J’ai eu à faire face à des situations de racisme à plusieurs reprises, mais je considère que je n’en ai jamais été victime. Comme tous les membres de notre communauté, je partage la douleur de nos semblables qui ont perdu la vie ou la liberté de manière injuste à cause de leur couleur de peau. Dans bien des cas, ça commence avec une suspicion sans fondement factuel, et ensuite ça peut vite prendre des proportions jusqu’à dégénérer. Voici un exemple très récent : je me tenais tranquillement devant le centre communautaire et artistique où nous étions allés tourner notre vidéo-poème contre le racisme. J’étais simplement en train de prendre un “selfie” à des fins promotionnelles à l’extérieur lorsqu’un individu qui me trouvait suspect s’est approché pour m’interpeller en me demandant agressivement pourquoi j’étais là. C’est alors qu’une jeune femme dont il est inutile de préciser la couleur de peau, s’est approchée et m’a salué. L’individu qui ne la connaissait pas plus qu’il ne me connaissait a tout de suite été rassuré et m’a collé la paix. Ce qui est ironique dans cette histoire, c’est qu’aucun d’entre nous trois ne nous étions jamais rencontrés auparavant. La morale de l’histoire, c’est que pour lui, j’étais simplement suspect, sans aucune raison valable. Quand j’y repense j’aurais dû l’inviter à venir figurer dans notre vidéo-poème. Ça lui aurait fait du bien!
Comme musicien, comment trouves-tu la place des artistes noirs francophones au Canada?
Leur contribution à la société canadienne est riche et inestimable. J’espère simplement que l’histoire se souviendra d’eux; et que leurs apports ne seront pas oubliés.
En ce qui me concerne, je suis reconnaissant pour ma carrière. Je continue à la développer activement mais je dois admettre qu’il y a encore bien des défis.
Il est important qu’on continue à travailler main dans la main afin de promouvoir la représentativité et de multiplier les initiatives de médiation qui aideront à créer des ponts entre nos cultures.
Il serait bien qu’on fasse plus d’efforts pour aller les uns à la rencontre des autres.
Au mois de mars, tu as fait un spectacle sur Facebook. Vas-tu en faire d’autres?
Absolument! Ce sera avec plaisir. Je pense qu’avec tous les enjeux auxquels nous sommes confrontés, le rôle des artistes est encore plus essentiel. Les spectacles sur les médias sociaux ne sauraient valablement remplacer la vraie interaction humaine, mais il est important de s’adapter au contexte et surtout de ne pas laisser tomber le public dans ces moments difficiles où il a peut-être le plus besoin de nous.
Prépares-tu d’autres projets musicaux en ce moment?
Oui, je suis impliqué dans un projet collaboratif à l’international sur lequel je ne peux pas donner plus de détails pour l’instant.
D’autre part, je prépare la sortie de mon prochain single.
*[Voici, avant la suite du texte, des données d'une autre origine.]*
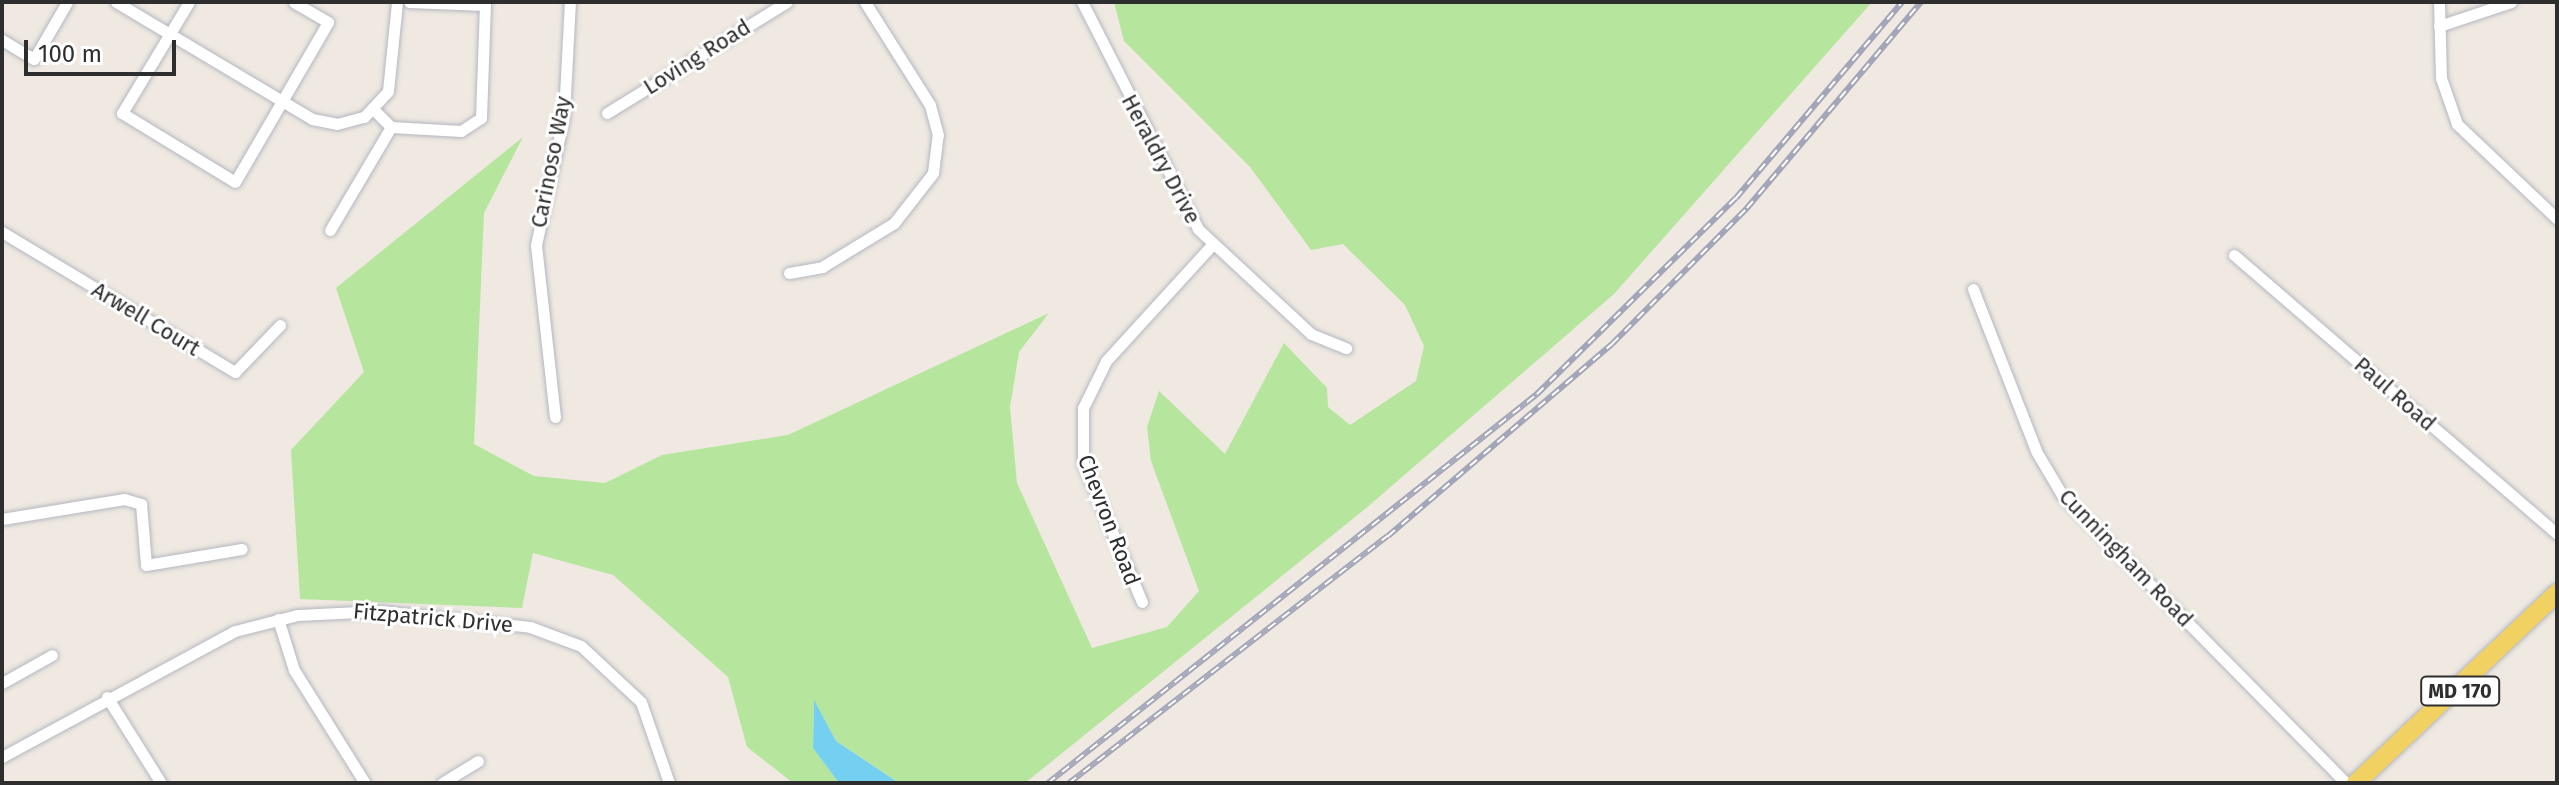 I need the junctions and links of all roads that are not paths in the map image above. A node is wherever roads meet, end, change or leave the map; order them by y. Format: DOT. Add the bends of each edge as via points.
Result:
graph roads {
  1 [pos="67,2"];
  2 [pos="116,2"];
  3 [pos="189,2"];
  4 [pos="294,2"];
  5 [pos="397,2"];
  6 [pos="409,2"];
  7 [pos="570,2"];
  8 [pos="787,2"];
  9 [pos="865,2"];
  10 [pos="1082,2"];
  11 [pos="2439,2"];
  12 [pos="2511,2"];
  13 [pos="2439,26"];
  14 [pos="170,34"];
  15 [pos="2,40"];
  16 [pos="282,101"];
  17 [pos="374,110"];
  18 [pos="607,113"];
  19 [pos="391,127"];
  20 [pos="2557,219"];
  21 [pos="330,230"];
  22 [pos="2,232"];
  23 [pos="1213,244"];
  24 [pos="2234,255"];
  25 [pos="789,273"];
  26 [pos="1973,289"];
  27 [pos="280,325"];
  28 [pos="1346,348"];
  29 [pos="555,417"];
  30 [pos="2,519"];
  31 [pos="2557,534"];
  32 [pos="242,549"];
  33 [pos="2557,593"];
  34 [pos="1142,602"];
  35 [pos="278,619"];
  36 [pos="52,655"];
  37 [pos="2,683"];
  38 [pos="107,697"];
  39 [pos="2,757"];
  40 [pos="478,761"];
  41 [pos="161,783"];
  42 [pos="365,783"];
  43 [pos="442,783"];
  44 [pos="669,783"];
  45 [pos="2346,783"];
  46 [pos="2356,783"];
  1 -- 15 [label="street" via="34,59"];
  2 -- 14 [label="street"];
  3 -- 14 [label="street"];
  4 -- 16 [label="street" via="328,22"];
  5 -- 17 [label="street" via="392,80"];
  6 -- 19 [label="street" via="485,5 481,118 461,131"];
  7 -- 29 [label="street, Carinoso Way" via="564,115 536,245"];
  8 -- 18 [label="street, Loving Road"];
  9 -- 25 [label="street" via="930,105 938,135 933,173 894,223 822,267"];
  10 -- 23 [label="street, Heraldry Drive" via="1176,196"];
  11 -- 13 [label="street"];
  12 -- 13 [label="street"];
  13 -- 20 [label="street" via="2441,78 2457,124"];
  14 -- 16 [label="street"];
  14 -- 16 [label="street" via="122,113 235,182"];
  16 -- 17 [label="street" via="324,123 351,122"];
  17 -- 19 [label="street"];
  19 -- 21 [label="street"];
  22 -- 27 [label="street, Arwell Court" via="235,372"];
  23 -- 28 [label="street, Heraldry Drive" via="1311,334"];
  23 -- 34 [label="street, Chevron Road" via="1106,361 1083,408 1083,463"];
  24 -- 31 [label="street, Paul Road"];
  26 -- 45 [label="street, Cunningham Road" via="2036,451 2062,495"];
  30 -- 32 [label="street" via="124,499 141,504 146,565"];
  33 -- 46 [label="main road, MD 170"];
  35 -- 38 [label="street, Fitzpatrick Drive" via="192,649"];
  35 -- 42 [label="street" via="294,670"];
  35 -- 44 [label="street, Fitzpatrick Drive" via="379,611 563,638 606,664 641,702"];
  36 -- 37 [label="street"];
  38 -- 39 [label="street, Fitzpatrick Drive"];
  38 -- 41 [label="street"];
  40 -- 43 [label="street"];
}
J’ai bien hâte de vous faire voyager à travers cet extrait. J’espère vous en dire plus bientôt!
Nomme-moi les artistes qui t’ont le plus influencé.
Il y en a plusieurs, mais je n’en nommerai que trois avec pour chacun d’entre eux, une chanson à découvrir pour celles et ceux qui ne les connaissent pas et qui sont curieux.
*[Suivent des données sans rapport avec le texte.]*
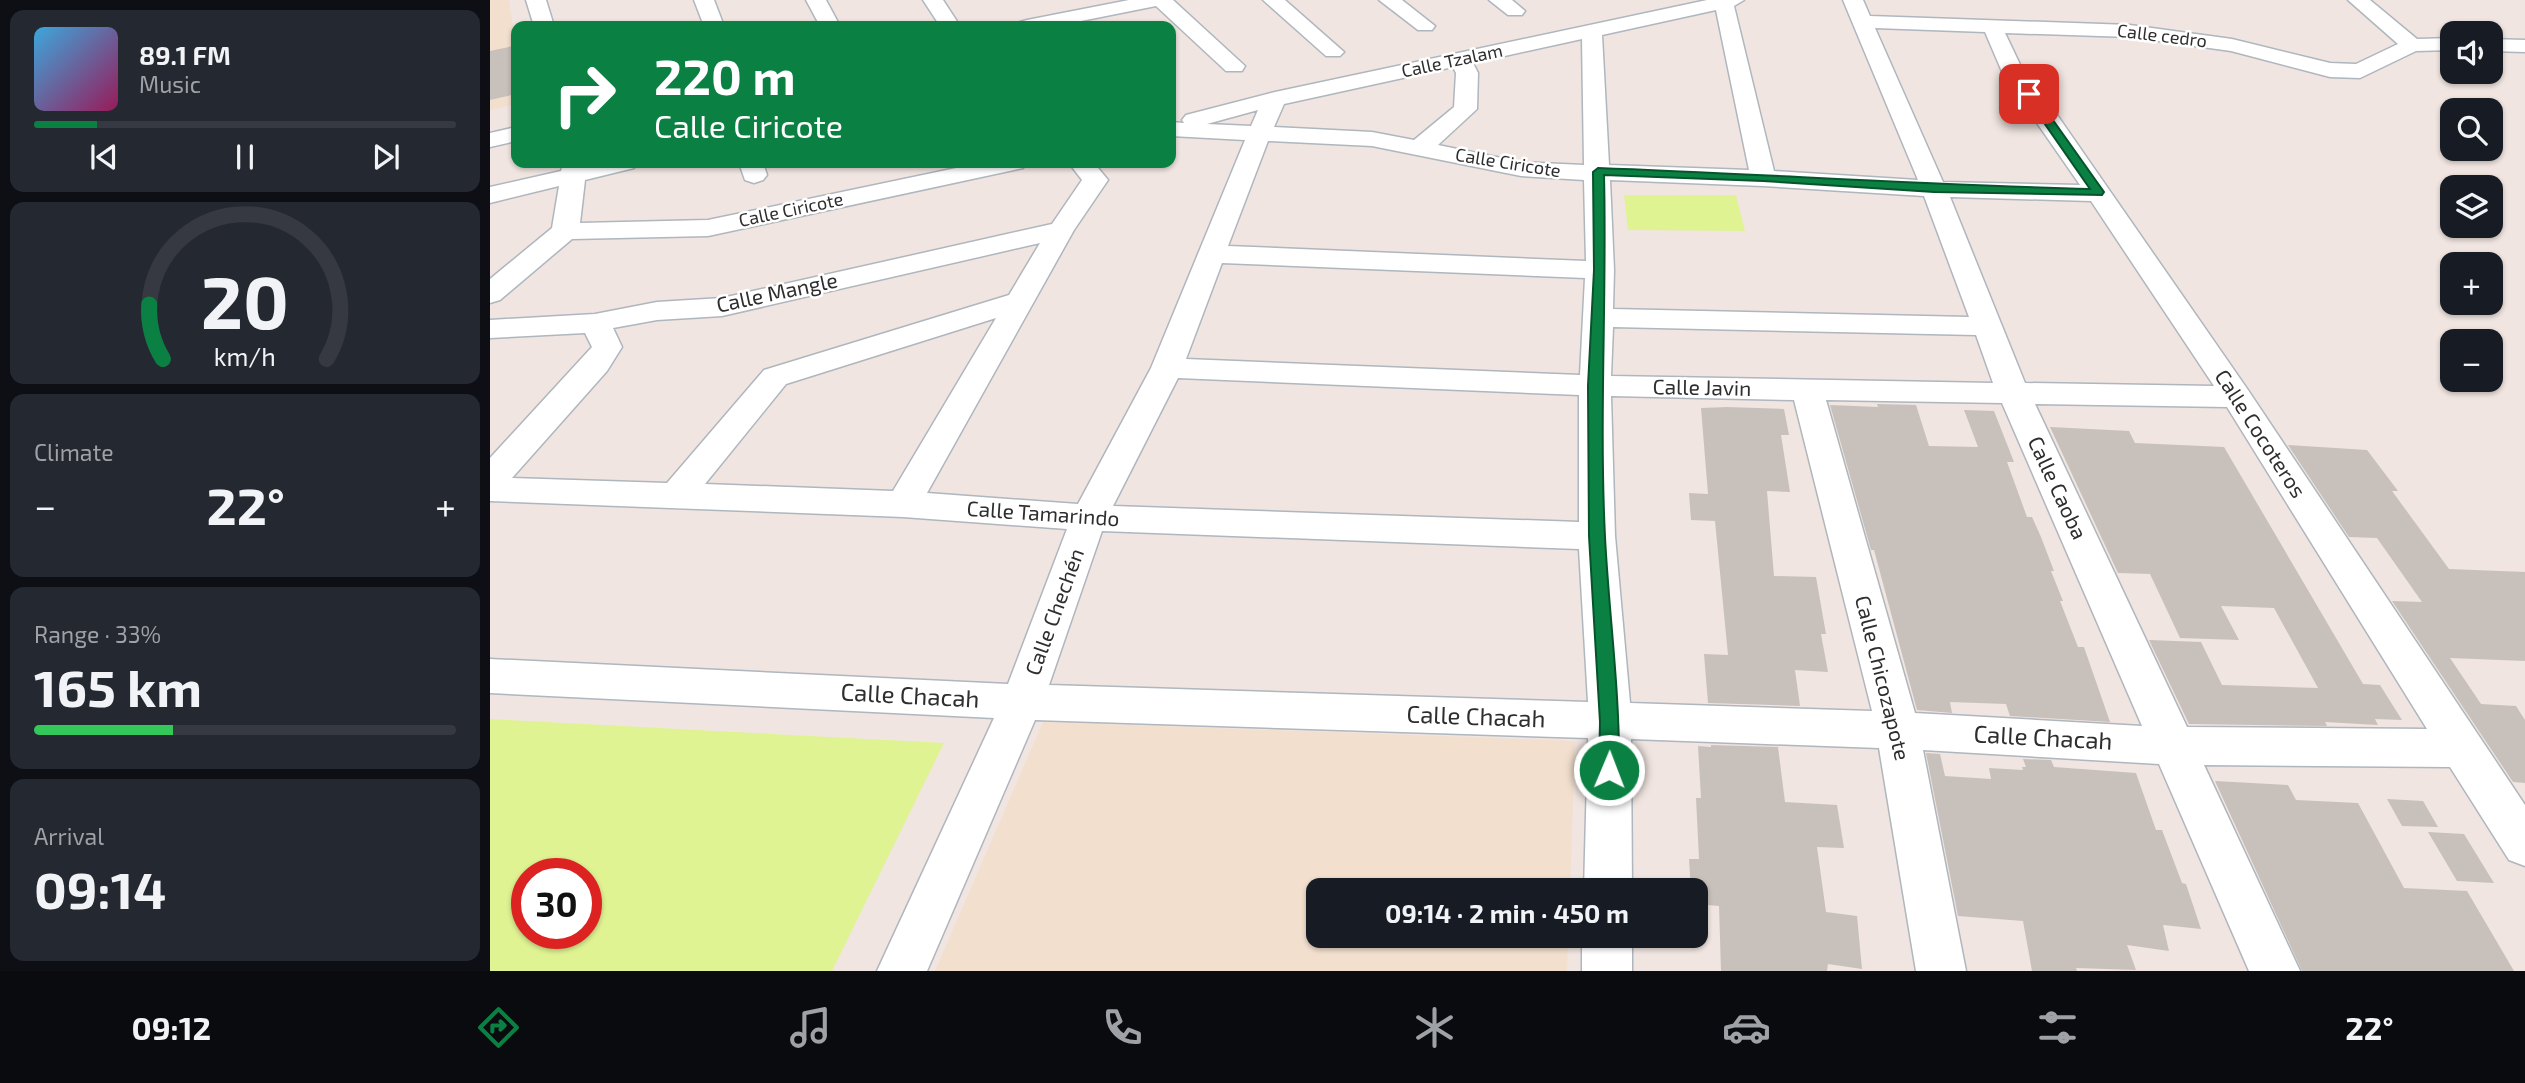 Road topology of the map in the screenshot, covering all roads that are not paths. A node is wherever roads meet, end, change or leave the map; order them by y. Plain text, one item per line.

Dans un premier temps, il y a l’artiste sénégalais Ismaël Lô. Son titre “Tajabone” est un classique de la musique africaine.
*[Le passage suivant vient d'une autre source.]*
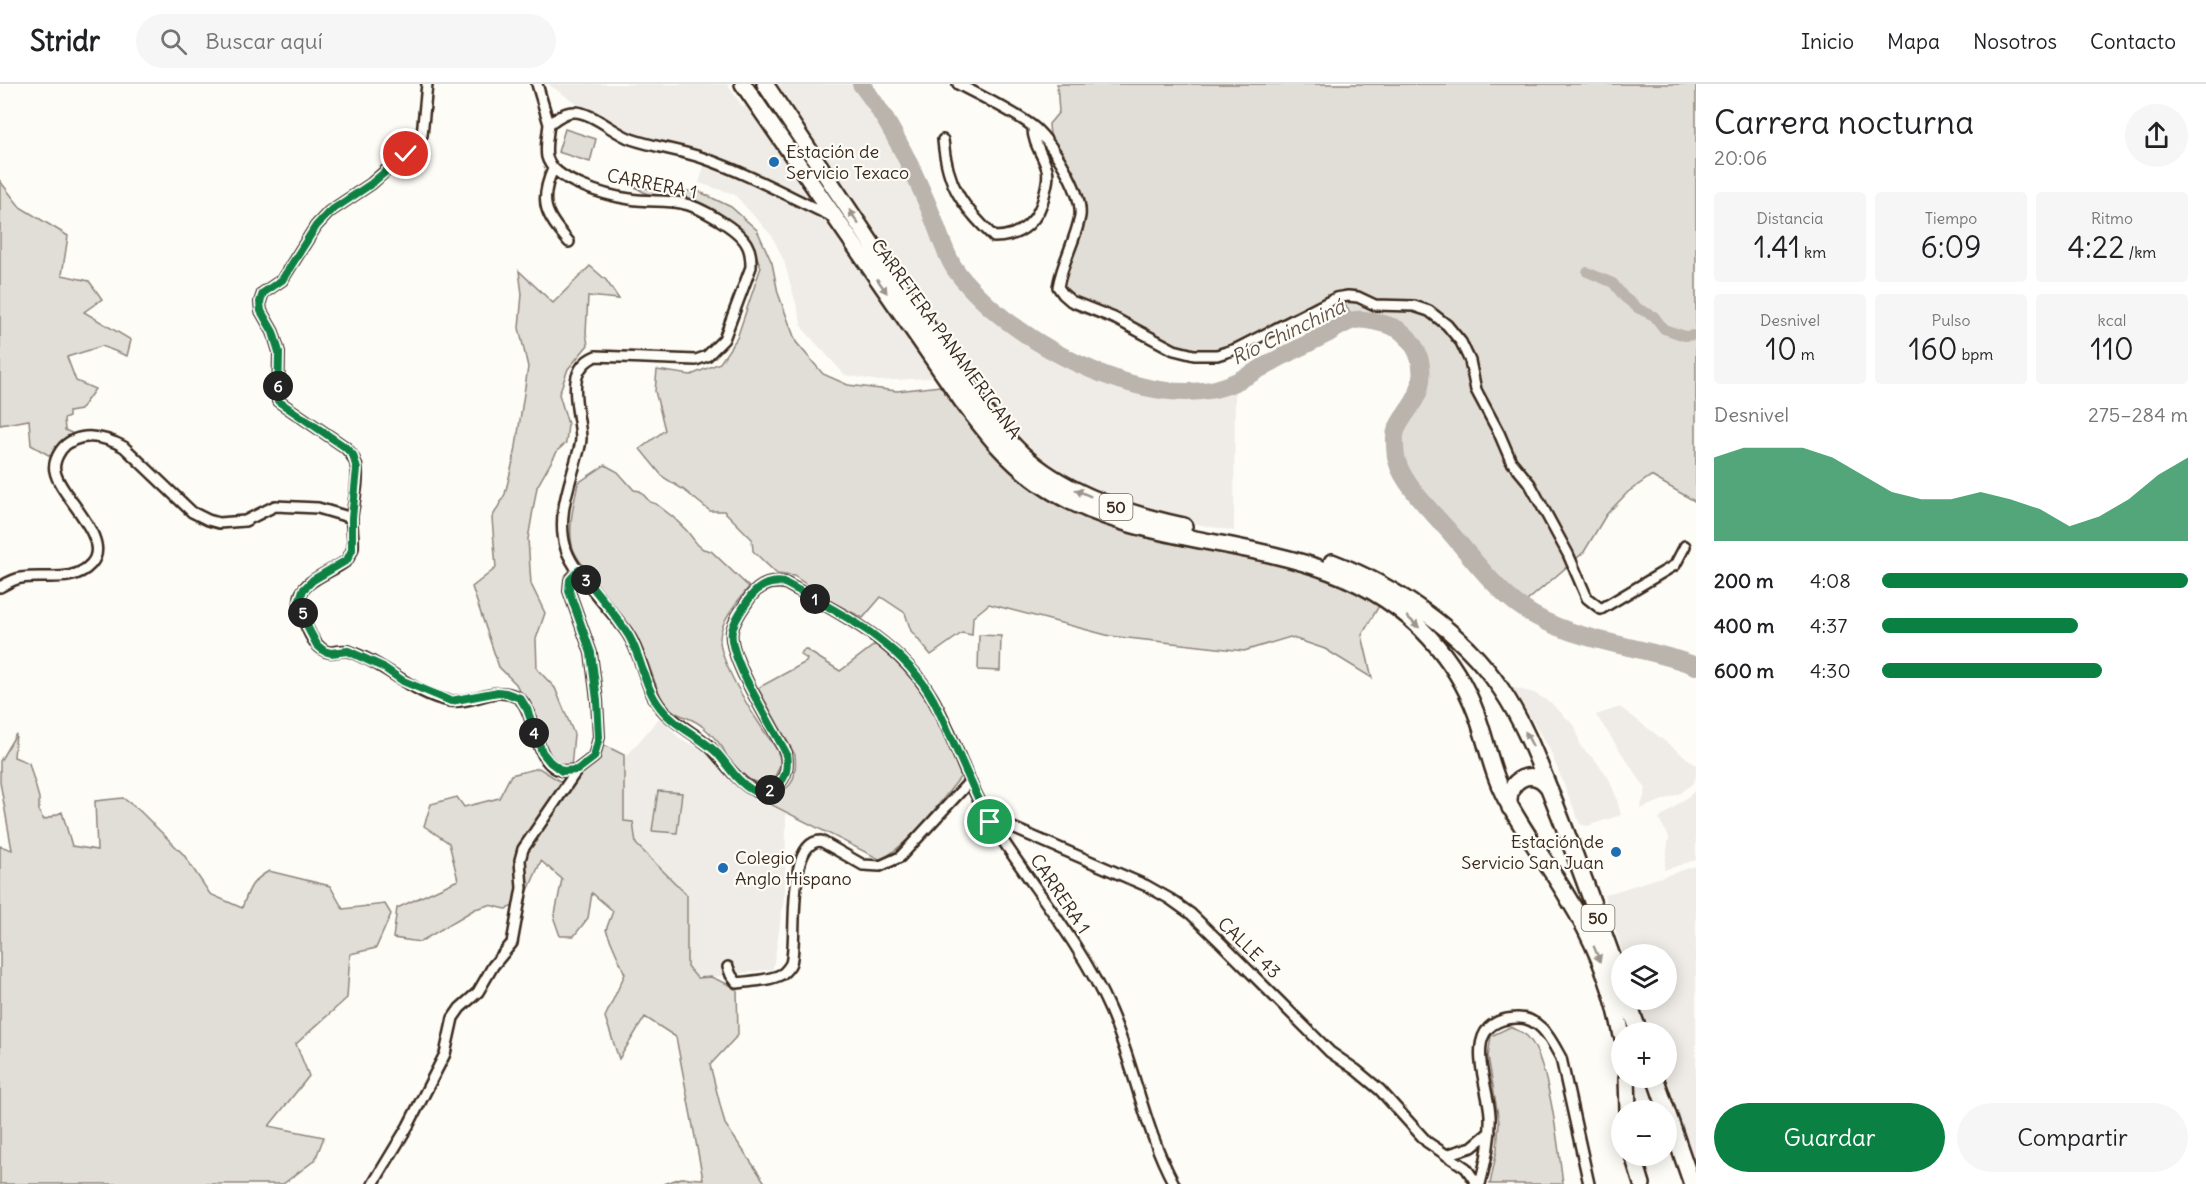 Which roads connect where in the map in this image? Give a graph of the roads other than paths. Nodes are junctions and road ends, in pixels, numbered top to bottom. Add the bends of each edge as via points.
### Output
1 (427, 84) edge
2 (537, 84) edge
3 (743, 84) edge
4 (958, 84) edge
5 (767, 86) edge
6 (549, 124) junction
7 (1033, 126) junction
8 (942, 140) dead end
9 (553, 169) junction
10 (836, 219) junction
11 (569, 242) dead end
12 (352, 518) junction
13 (1685, 546) dead end
14 (579, 570) junction
15 (0, 587) edge
16 (569, 770) junction
17 (970, 781) junction
18 (1551, 793) junction
19 (1511, 808) junction
20 (990, 822) junction
21 (1611, 954) edge
22 (728, 967) dead end
23 (1619, 1022) edge
24 (1659, 1088) edge
25 (1490, 1132) junction
26 (1446, 1155) junction
27 (1685, 1162) junction
28 (1633, 1166) edge
29 (1636, 1166) edge
30 (373, 1184) edge
31 (1174, 1184) edge
32 (1479, 1184) edge
33 (1589, 1184) edge
34 (1634, 1184) edge
35 (1642, 1184) edge
36 (1685, 1184) edge
37 (1692, 1184) edge

1 - 12 street via 422,135 416,144 371,184 329,212 282,280 263,293 260,302 279,352 278,401 353,455 357,469
2 - 6 street
3 - 10 highway, CARRETERA PANAMERICANA / 50
4 - 7 street
18 -> 5 highway, CARRETERA PANAMERICANA / 50 via 1531,742 1500,688 1476,657 1392,591 1319,557 1159,521 1116,507 1054,478 1021,453 972,394
6 - 9 street via 547,156
6 - 10 street via 573,112 587,115 617,133 703,158
7 - 8 street via 1048,179 1042,209 1033,221 1006,237 994,237 961,202 944,160
7 - 13 street via 1066,169 1080,209 1058,286 1071,301 1114,318 1174,350 1194,355 1217,355 1236,349 1336,298 1358,297 1375,305 1414,306 1429,311 1461,342 1476,390 1511,461 1530,484 1568,554 1587,598 1601,609 1675,565
9 - 11 street via 544,202 553,223
9 - 14 street, CARRERA 1 via 597,191 630,199 682,203 704,211 738,233 751,255 751,267 724,339 707,356 696,360 596,356 588,360 578,375 574,391 581,442 564,506 563,529 568,553
10 -> 19 highway, CARRETERA PANAMERICANA / 50 via 995,444 1047,489 1112,519 1316,566 1350,580 1412,620 1449,662 1464,687 1476,713 1493,773
12 - 15 street via 318,507 275,506 245,521 208,520 192,512 124,447 111,439 77,438 56,458 54,471 91,530 96,555 91,564 72,576 19,579
12 - 16 street via 352,550 347,560 313,580 303,590 299,602 317,645 331,653 348,651 451,701 498,692 520,698 542,752 550,762
14 - 16 street via 570,580 569,591 591,653 599,737 594,757
14 - 17 street, CARRERA 1 via 629,635 652,695 661,708 718,754 750,789 762,793 775,789 788,764 786,753 738,662 732,631 751,595 773,581 785,583 860,624 892,650 919,678 933,700
16 - 30 street via 523,849 522,888 512,943 478,992 453,1018 445,1054
17 - 20 street, CARRERA 1
17 - 22 street via 900,857 880,866 863,865 814,842 800,861 791,964 782,974 737,983
18 - 19 highway via 1540,779 1522,778 1510,790
18 - 21 highway, CARRETERA PANAMERICANA / 50
19 -> 23 highway, CARRETERA PANAMERICANA / 50 via 1585,926 1611,991
20 - 26 street, CALLE 43 via 1013,828 1147,886 1191,914 1330,1052 1380,1090 1427,1142
20 - 31 street, CARRERA 1 via 1101,989 1155,1145
24 - 27 highway
25 - 26 street via 1472,1147
25 - 32 street, CALLE 43
25 - 33 street, CALLE 43 via 1479,1052 1482,1036 1492,1025 1522,1017 1539,1024 1561,1058
26 - 32 street, CALLE 43 via 1466,1168
27 - 36 highway
27 - 37 highway
28 - 34 highway
29 - 35 highway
Ensuite il y a le rappeur français Akhenaton, qui m’a beaucoup influencé. Sa pièce “Mes Soleils et mes Lunes” est un vrai chez d’oeuvre poétique à mon avis.
Et pour finir, il y a le chanteur béninois GG Vickey. “Mes frères de l’autre bout” est une chanson qui me ramène à mon enfance au Bénin et qui évoque en moi une grande nostalgie.
En temps de confinement, que fais-tu de tes journées?
La pandémie du coronavirus vient brouiller les cartes. Il faut constamment s’adapter, mais pour moi, il reste fondamental de ne pas trop changer de cap. Du coup les choses continuent tant bien que mal dans la même direction. Je passe mes journées entre mon studio et mon bureau à peaufiner les projets et à les revisiter. Le plus difficile en ce moment c’est la prise de décision à cause des incertitudes, il faut alors y aller avec beaucoup d’intuition.
Je pense énormément à toutes ces personnes qui ont succombé à la COVID ainsi qu’à leurs familles. Continuons de les supporter à travers nos actions et nos prières.
Note : la vidéo-poème sera mise en ligne le 21 juillet à 8 h.